Gilbert Comte, ancien journaliste au Monde, où il écrivait avec le même brio sur le monde africain ou la politique française, aurait pu devenir un éditorialiste omniprésent et gloser régulièrement sur les plateaux de C dans l’air ou de Mots Croisés. Au lieu de ça, il préfère écrire dans Bakchich, chaque semaine, pour dire du mal de ses ex-collègues et de leur monde creux.
Pour s’exprimer sans faute, les scrupuleux, les soucieux, les anxieux mais aussi quelques snobs recourent aux dictionnaires. Leurs doigts attentifs consultent ainsi les pages du Robert, lexique intimidant où se cachent, dit-on, quelques recettes pour écrire un bon français. À l’article bakchich il enseigne : « Introduit par Gérard de Nerval en 1846. Vient de l’arabe vulgaire : signifie pourboire, pot-de-vin, dessous de table. » Synonyme, corruption.
Aux pays des frégates de Taïwan, cette petite musique évoque bien des chansons. Chacun en fredonne quelques mesures, d’après une tambouille, embrouille, carambouille ou magouille dans son proche voisinage tous partis politiques confondus. Une manière d’être devenue commune à n’importe qui. Elle s’épanouit, gonfle en puissance à Paris comme à Washington, à Brazzaville aussi bien qu’à Lagos, à Tunis comme à Pékin. Avec Chirac, Ben Ali et quelques choristes en tête dans l’espace francophone. Sans oublier Gaza ni Tel-Aviv.
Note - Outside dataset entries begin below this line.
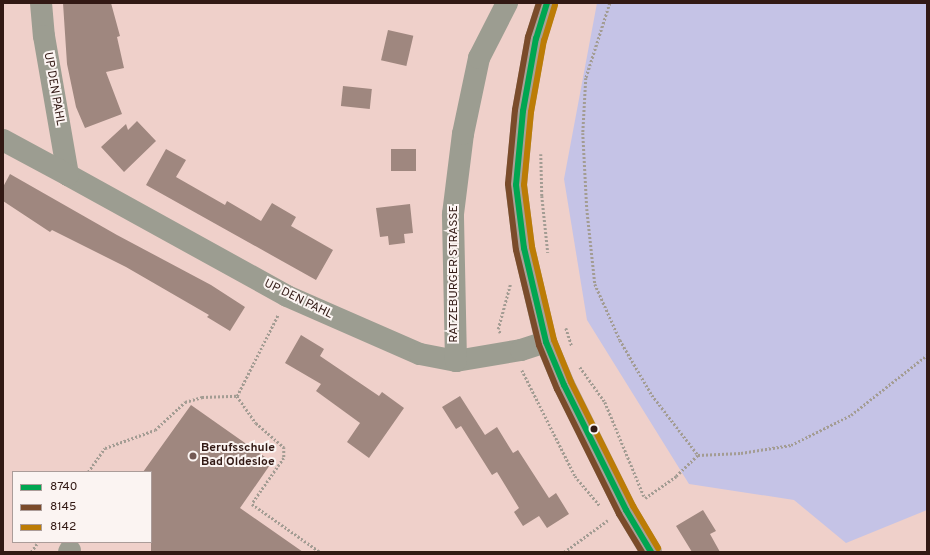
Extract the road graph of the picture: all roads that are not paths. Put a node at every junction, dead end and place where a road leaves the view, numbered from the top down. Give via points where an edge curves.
1 (41, 3) edge
2 (507, 3) edge
3 (547, 3) edge
4 (3, 140) edge
5 (68, 175) junction
6 (546, 342) junction
7 (456, 361) junction
8 (651, 552) edge

1 - 5 street, UP DEN PAHL via 44,36
2 - 7 street, RATZEBURGER STRASSE via 479,58 463,134 453,214
3 - 6 main road via 536,38 531,67 516,185 524,248
4 - 5 street, UP DEN PAHL
5 - 7 street, UP DEN PAHL via 287,296 420,354
6 - 7 street, UP DEN PAHL via 521,350
6 - 8 main road via 585,430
En des temps plus sévères, les historiens analysaient les phénomènes généraux de cette dimension. D’abord, ils en recherchaient les causes à travers l’ébranlement de l’Église par Luther en 1517, l’avènement de l’absolutisme avec Louis XIV, la Révolution française en 1789, la russe en 1917, etc. Pas un coup d’État ni un coup d’éclat n’échappait à leurs travaux.
Curieusement, l’apparition de l’Arnaque universelle comme principe social souverain n’intéresse toujours pas nos intellectuels. Même pas les vedettes à la BHL consacrées par de gros tirages. Se sentiraient-ils parties prenantes dans la machine avec les revenus impériaux à la Alain Minc, par exemple ? Et puis, il faut bien tenter un jour sa chance à l’Académie derrière Jean D’Ormesson, le ténor du silence, l’organe essentiel du Vide. Roulé dans les bafouillages, chacun participe selon ses moyens à la foire. Chefs de files, Chazal Claire, Borloo-Schoënberg, la sémillante Arlette Chabot, Big Sister’s 2006.
Car le « pourboire », le « pot-de-vin », le « dessous de table » du digne Robert n’empruntent pas seulement les circuits vulgaires d’un compte anonyme aux Bahamas, les méandres de Clearstream. Ils rémunèrent les services rendus parfois tout au long d’une carrière. Spécialement dans le journalisme d’apparat. Pourquoi l’ennuyeuse Christine Okrent dispose-t-elle sur France 3 d’un temps d’antenne hebdomadaire bien long pour produire une émission sotte, mortifère ?
Autre exemple des fastes de l’époque, l’heureux Noël Forgeat. polytechnicien, ingénieur des Mines, rien ne lui ferme au départ les chemins glorieux de l’Aéronautique. Pourtant, le jeune page débute dans son travail au raz des pâquerettes, comme chargé de mission dans une préfecture. En Auvergne. De là, un sûr sillon chiraquien le conduit droit au Cabinet du Premier ministre pendant la cohabitation 1986-1988 comme conseiller industriel. Il y gagne le galon suffisant pour devenir PDG d’ EADS, avec une récente vente d’actions au bon moment sur le dos de l’entreprise.
Puissant faiseur d’argent trop tôt disparu, le seigneurial Maurice Varsanno, roi du sucre à la Bourse de commerce, professait dans une conversation particulière : « La corruption, voyez-vous, il en faut un peu. Son rôle ressemble à celui de l’huile dans une machine. Elle aide les pièces à fonctionner. L’ennui avec tous ces petits voyous, c’est qu’ils en rajoutent sans arrêt. Ils finissent par noyer les moteurs dans l’immobilisation du parc automobile. »
À la même époque, Jacques Dutronc chantait : « Le monde entier est un cactus. Il importe de la savoir. » Actualisons ! De nos jours, le monde entier est un bakchich. Il nous incombe d’en parler. Parfois même de le gueuler.